- China kodur
- Nickname: Koduru
- Chinna Kodur Location in Telangana, India Chinna Kodur Chinna Kodur (India)
- Coordinates: 18°09′39″N 78°54′03″E﻿ / ﻿18.16095°N 78.900955°E
- Country: India
- State: Telangana
- District: Siddipet

Government
- • Type: Surpanch
- • Body: Gram panchayat

Population (2020)
- • Total: 8,000

Languages
- • Official: Telugu
- Time zone: UTC+5:30 (IST)
- Vehicle registration: TS 36
- Vidhan Sabha constituency: Siddipet
- Website: telangana.gov.in

= Chinna Kodur =

Chinna Kodur is a Mandal headquarters in Siddipet district of Telangana, India.
The old name of this village is Kodur kurd.
It is situated around 8 km north from siddipet and 2 km north east from Ranganayaka sagar dam (Part of Kaleshwaram project).
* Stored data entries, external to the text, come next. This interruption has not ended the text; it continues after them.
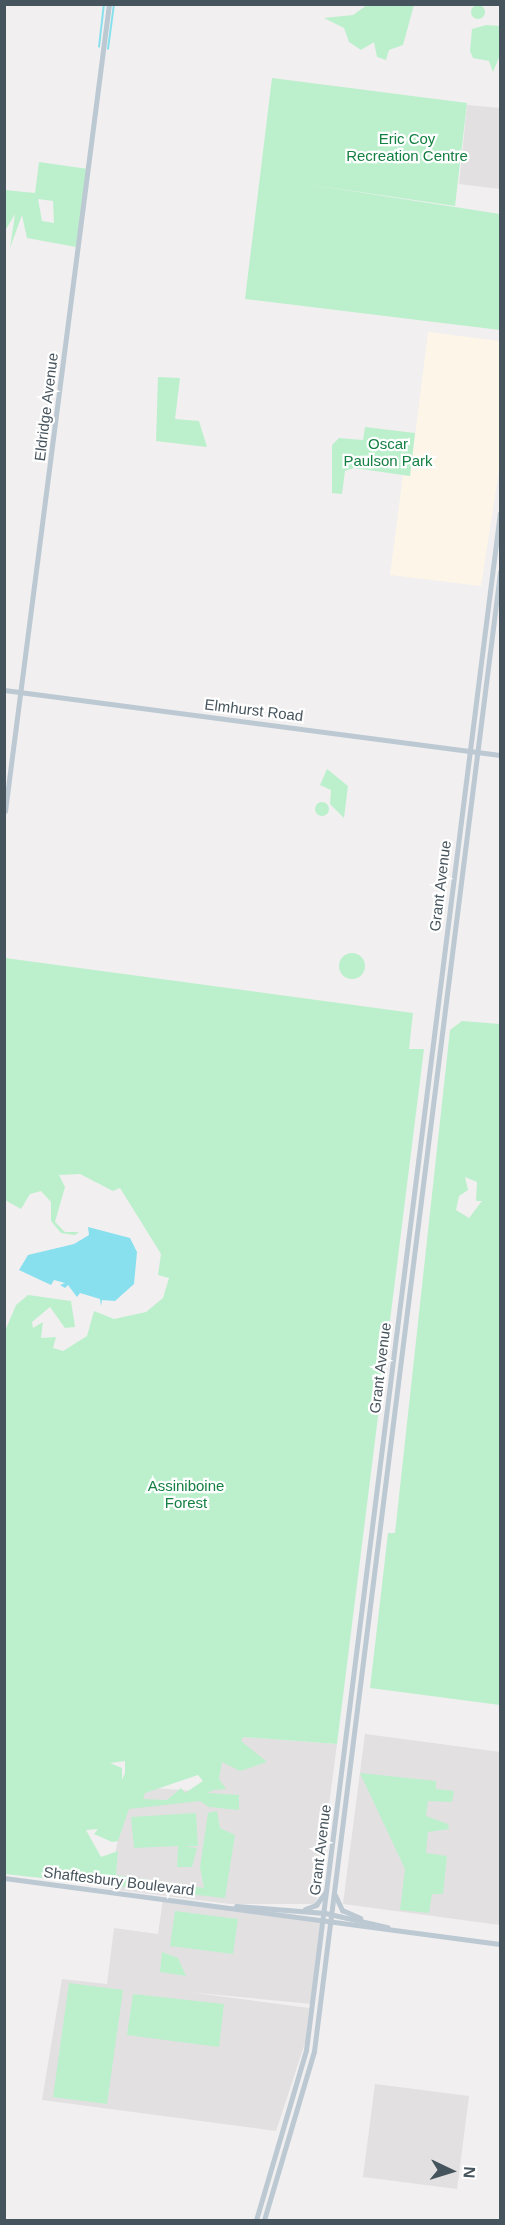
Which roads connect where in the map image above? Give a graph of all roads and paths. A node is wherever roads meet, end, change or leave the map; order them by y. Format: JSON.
{"nodes":[{"id":1,"x":109,"y":4,"type":"edge"},
{"id":2,"x":501,"y":513,"type":"edge"},
{"id":3,"x":501,"y":572,"type":"edge"},
{"id":4,"x":481,"y":665,"type":"junction"},
{"id":5,"x":489,"y":667,"type":"junction"},
{"id":6,"x":4,"y":690,"type":"edge"},
{"id":7,"x":20,"y":692,"type":"junction"},
{"id":8,"x":470,"y":751,"type":"junction"},
{"id":9,"x":478,"y":752,"type":"junction"},
{"id":10,"x":501,"y":755,"type":"edge"},
{"id":11,"x":5,"y":811,"type":"edge"},
{"id":12,"x":4,"y":1878,"type":"edge"},
{"id":13,"x":327,"y":1890,"type":"junction"},
{"id":14,"x":335,"y":1895,"type":"junction"},
{"id":15,"x":230,"y":1907,"type":"junction"},
{"id":16,"x":299,"y":1910,"type":"junction"},
{"id":17,"x":325,"y":1913,"type":"junction"},
{"id":18,"x":332,"y":1916,"type":"junction"},
{"id":19,"x":322,"y":1921,"type":"junction"},
{"id":20,"x":331,"y":1923,"type":"junction"},
{"id":21,"x":375,"y":1923,"type":"junction"},
{"id":22,"x":400,"y":1931,"type":"junction"},
{"id":23,"x":501,"y":1944,"type":"edge"},
{"id":24,"x":256,"y":2220,"type":"edge"},
{"id":25,"x":264,"y":2220,"type":"edge"}],
"edges":[{"from":1,"to":7,"type":"main road","name":"Eldridge Avenue"},
{"from":2,"to":4,"type":"main road","name":"Grant Avenue"},
{"from":3,"to":5,"type":"main road","name":"Grant Avenue"},
{"from":4,"to":5,"type":"main road"},
{"from":4,"to":8,"type":"main road","name":"Grant Avenue"},
{"from":5,"to":9,"type":"main road","name":"Grant Avenue"},
{"from":6,"to":7,"type":"main road","name":"Elmhurst Road"},
{"from":7,"to":8,"type":"main road","name":"Elmhurst Road"},
{"from":7,"to":11,"type":"main road","name":"Eldridge Avenue"},
{"from":8,"to":9,"type":"main road","name":"Elmhurst Road"},
{"from":8,"to":13,"type":"main road","name":"Grant Avenue"},
{"from":9,"to":10,"type":"main road","name":"Elmhurst Road"},
{"from":9,"to":14,"type":"main road","name":"Grant Avenue"},
{"from":12,"to":15,"type":"main road","name":"Shaftesbury Boulevard"},
{"from":13,"to":16,"type":"main road"},
{"from":13,"to":17,"type":"main road","name":"Grant Avenue"},
{"from":14,"to":18,"type":"main road","name":"Grant Avenue"},
{"from":14,"to":21,"type":"main road"},
{"from":15,"to":16,"type":"main road","name":"Shaftesbury Boulevard"},
{"from":15,"to":19,"type":"main road","name":"Shaftesbury Boulevard"},
{"from":16,"to":17,"type":"main road","name":"Shaftesbury Boulevard"},
{"from":17,"to":18,"type":"main road","name":"Shaftesbury Boulevard"},
{"from":17,"to":19,"type":"main road","name":"Grant Avenue"},
{"from":18,"to":20,"type":"main road","name":"Grant Avenue"},
{"from":18,"to":21,"type":"main road","name":"Shaftesbury Boulevard"},
{"from":19,"to":20,"type":"main road","name":"Shaftesbury Boulevard"},
{"from":19,"to":24,"type":"main road","name":"Grant Avenue"},
{"from":20,"to":22,"type":"main road","name":"Shaftesbury Boulevard"},
{"from":20,"to":25,"type":"main road","name":"Grant Avenue"},
{"from":21,"to":22,"type":"main road","name":"Shaftesbury Boulevard"},
{"from":22,"to":23,"type":"main road","name":"Shaftesbury Boulevard"}]}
The village has four major water ponds: Peddha cheruvu, Brahmanula cheruvu, Bendla kunta and amma kunta.

Chinna kodur is famous for "Sri sherupalli veeranjaneya swamy temple" which is situated 2 km east to the village.

There are 3 banks in Chinnakodur: Union Bank of India, Andhra Pradesh grameena Vikas bank (APGVB), and District co-operative bank (DCCB).